### EXERCISE DESCRIPTION
The records follow. Copy them exactly, but omit the pictures.

Data excerpts
== Segment start ==
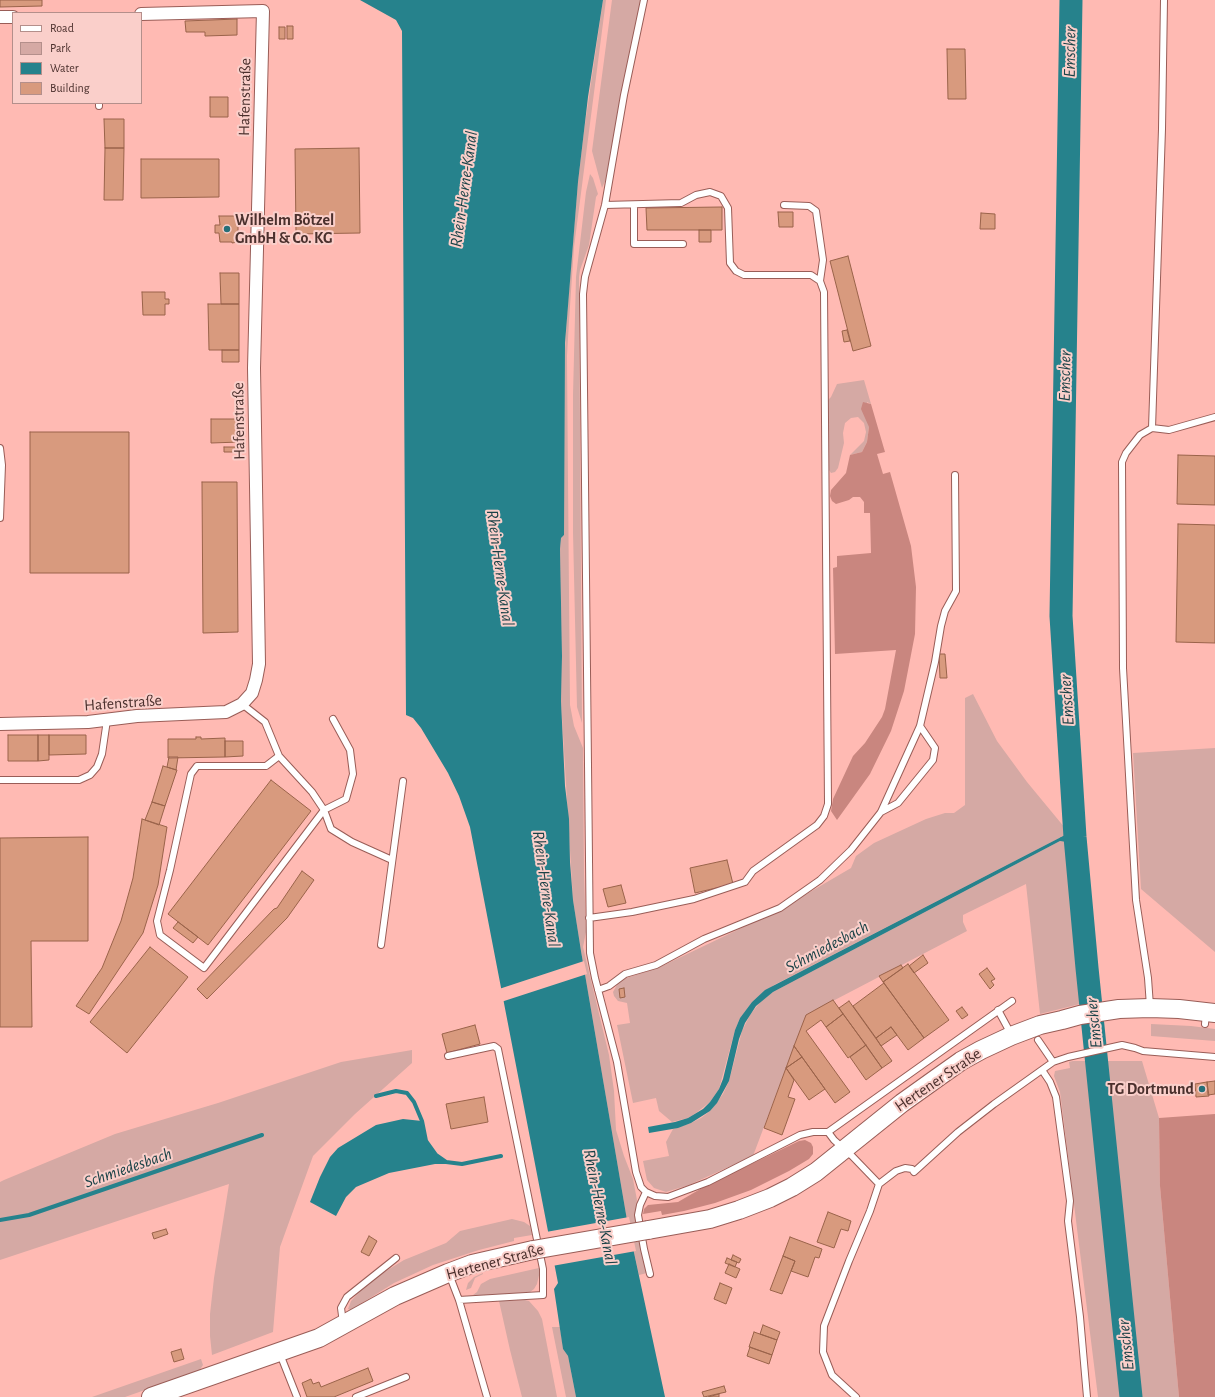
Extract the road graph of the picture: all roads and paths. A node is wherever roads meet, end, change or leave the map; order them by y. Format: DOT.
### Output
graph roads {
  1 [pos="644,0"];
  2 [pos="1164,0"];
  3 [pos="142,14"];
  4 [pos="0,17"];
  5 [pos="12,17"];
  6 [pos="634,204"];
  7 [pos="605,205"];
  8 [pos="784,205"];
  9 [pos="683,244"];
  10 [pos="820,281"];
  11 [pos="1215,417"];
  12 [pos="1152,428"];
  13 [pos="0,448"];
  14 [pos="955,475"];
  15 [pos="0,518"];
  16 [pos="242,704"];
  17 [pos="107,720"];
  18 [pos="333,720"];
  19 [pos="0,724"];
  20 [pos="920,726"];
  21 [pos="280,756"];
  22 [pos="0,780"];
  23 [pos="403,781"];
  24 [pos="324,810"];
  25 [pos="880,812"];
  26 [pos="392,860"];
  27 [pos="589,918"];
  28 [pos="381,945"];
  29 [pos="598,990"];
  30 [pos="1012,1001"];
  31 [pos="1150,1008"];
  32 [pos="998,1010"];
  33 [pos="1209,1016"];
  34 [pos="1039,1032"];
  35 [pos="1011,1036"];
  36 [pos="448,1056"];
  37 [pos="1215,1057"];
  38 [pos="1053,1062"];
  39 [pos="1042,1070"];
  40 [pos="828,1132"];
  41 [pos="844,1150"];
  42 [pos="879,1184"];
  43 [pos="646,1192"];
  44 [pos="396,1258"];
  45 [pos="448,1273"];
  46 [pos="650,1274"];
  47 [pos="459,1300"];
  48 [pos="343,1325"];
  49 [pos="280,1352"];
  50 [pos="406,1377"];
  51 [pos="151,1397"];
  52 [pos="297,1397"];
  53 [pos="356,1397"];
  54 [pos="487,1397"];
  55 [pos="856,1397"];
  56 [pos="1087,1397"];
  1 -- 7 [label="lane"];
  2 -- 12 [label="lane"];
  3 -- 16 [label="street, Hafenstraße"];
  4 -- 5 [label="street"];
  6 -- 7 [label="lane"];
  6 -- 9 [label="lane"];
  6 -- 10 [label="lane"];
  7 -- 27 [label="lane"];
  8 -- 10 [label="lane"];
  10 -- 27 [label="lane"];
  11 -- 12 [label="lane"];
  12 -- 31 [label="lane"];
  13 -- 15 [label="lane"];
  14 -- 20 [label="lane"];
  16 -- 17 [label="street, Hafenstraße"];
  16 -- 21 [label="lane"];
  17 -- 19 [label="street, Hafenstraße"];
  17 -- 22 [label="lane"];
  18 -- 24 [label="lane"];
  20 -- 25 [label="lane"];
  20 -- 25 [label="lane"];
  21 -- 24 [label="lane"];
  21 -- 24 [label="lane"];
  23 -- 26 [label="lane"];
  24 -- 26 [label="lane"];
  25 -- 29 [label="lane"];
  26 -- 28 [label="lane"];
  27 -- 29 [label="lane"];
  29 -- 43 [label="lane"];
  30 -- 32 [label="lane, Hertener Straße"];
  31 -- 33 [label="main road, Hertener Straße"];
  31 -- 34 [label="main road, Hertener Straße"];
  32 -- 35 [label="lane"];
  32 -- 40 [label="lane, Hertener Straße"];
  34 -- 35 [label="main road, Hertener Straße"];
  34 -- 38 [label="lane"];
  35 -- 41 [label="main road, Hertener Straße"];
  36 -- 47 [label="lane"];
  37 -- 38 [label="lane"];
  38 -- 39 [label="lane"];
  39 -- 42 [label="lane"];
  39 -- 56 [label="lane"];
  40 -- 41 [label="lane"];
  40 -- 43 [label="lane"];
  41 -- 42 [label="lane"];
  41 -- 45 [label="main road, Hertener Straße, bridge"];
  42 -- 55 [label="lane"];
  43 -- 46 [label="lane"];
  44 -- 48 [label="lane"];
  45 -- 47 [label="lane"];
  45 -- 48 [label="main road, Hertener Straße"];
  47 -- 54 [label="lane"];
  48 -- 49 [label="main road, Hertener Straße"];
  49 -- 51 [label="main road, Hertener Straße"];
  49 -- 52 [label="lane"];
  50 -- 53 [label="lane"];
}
== Segment end ==
### TASK SOLUTION
Extract the road graph of the picture: all roads and paths. A node is wherever roads meet, end, change or leave the map; order them by y. Format: DOT.
### Output
graph roads {
  1 [pos="644,0"];
  2 [pos="1164,0"];
  3 [pos="142,14"];
  4 [pos="0,17"];
  5 [pos="12,17"];
  6 [pos="634,204"];
  7 [pos="605,205"];
  8 [pos="784,205"];
  9 [pos="683,244"];
  10 [pos="820,281"];
  11 [pos="1215,417"];
  12 [pos="1152,428"];
  13 [pos="0,448"];
  14 [pos="955,475"];
  15 [pos="0,518"];
  16 [pos="242,704"];
  17 [pos="107,720"];
  18 [pos="333,720"];
  19 [pos="0,724"];
  20 [pos="920,726"];
  21 [pos="280,756"];
  22 [pos="0,780"];
  23 [pos="403,781"];
  24 [pos="324,810"];
  25 [pos="880,812"];
  26 [pos="392,860"];
  27 [pos="589,918"];
  28 [pos="381,945"];
  29 [pos="598,990"];
  30 [pos="1012,1001"];
  31 [pos="1150,1008"];
  32 [pos="998,1010"];
  33 [pos="1209,1016"];
  34 [pos="1039,1032"];
  35 [pos="1011,1036"];
  36 [pos="448,1056"];
  37 [pos="1215,1057"];
  38 [pos="1053,1062"];
  39 [pos="1042,1070"];
  40 [pos="828,1132"];
  41 [pos="844,1150"];
  42 [pos="879,1184"];
  43 [pos="646,1192"];
  44 [pos="396,1258"];
  45 [pos="448,1273"];
  46 [pos="650,1274"];
  47 [pos="459,1300"];
  48 [pos="343,1325"];
  49 [pos="280,1352"];
  50 [pos="406,1377"];
  51 [pos="151,1397"];
  52 [pos="297,1397"];
  53 [pos="356,1397"];
  54 [pos="487,1397"];
  55 [pos="856,1397"];
  56 [pos="1087,1397"];
  1 -- 7 [label="lane"];
  2 -- 12 [label="lane"];
  3 -- 16 [label="street, Hafenstraße"];
  4 -- 5 [label="street"];
  6 -- 7 [label="lane"];
  6 -- 9 [label="lane"];
  6 -- 10 [label="lane"];
  7 -- 27 [label="lane"];
  8 -- 10 [label="lane"];
  10 -- 27 [label="lane"];
  11 -- 12 [label="lane"];
  12 -- 31 [label="lane"];
  13 -- 15 [label="lane"];
  14 -- 20 [label="lane"];
  16 -- 17 [label="street, Hafenstraße"];
  16 -- 21 [label="lane"];
  17 -- 19 [label="street, Hafenstraße"];
  17 -- 22 [label="lane"];
  18 -- 24 [label="lane"];
  20 -- 25 [label="lane"];
  20 -- 25 [label="lane"];
  21 -- 24 [label="lane"];
  21 -- 24 [label="lane"];
  23 -- 26 [label="lane"];
  24 -- 26 [label="lane"];
  25 -- 29 [label="lane"];
  26 -- 28 [label="lane"];
  27 -- 29 [label="lane"];
  29 -- 43 [label="lane"];
  30 -- 32 [label="lane, Hertener Straße"];
  31 -- 33 [label="main road, Hertener Straße"];
  31 -- 34 [label="main road, Hertener Straße"];
  32 -- 35 [label="lane"];
  32 -- 40 [label="lane, Hertener Straße"];
  34 -- 35 [label="main road, Hertener Straße"];
  34 -- 38 [label="lane"];
  35 -- 41 [label="main road, Hertener Straße"];
  36 -- 47 [label="lane"];
  37 -- 38 [label="lane"];
  38 -- 39 [label="lane"];
  39 -- 42 [label="lane"];
  39 -- 56 [label="lane"];
  40 -- 41 [label="lane"];
  40 -- 43 [label="lane"];
  41 -- 42 [label="lane"];
  41 -- 45 [label="main road, Hertener Straße, bridge"];
  42 -- 55 [label="lane"];
  43 -- 46 [label="lane"];
  44 -- 48 [label="lane"];
  45 -- 47 [label="lane"];
  45 -- 48 [label="main road, Hertener Straße"];
  47 -- 54 [label="lane"];
  48 -- 49 [label="main road, Hertener Straße"];
  49 -- 51 [label="main road, Hertener Straße"];
  49 -- 52 [label="lane"];
  50 -- 53 [label="lane"];
}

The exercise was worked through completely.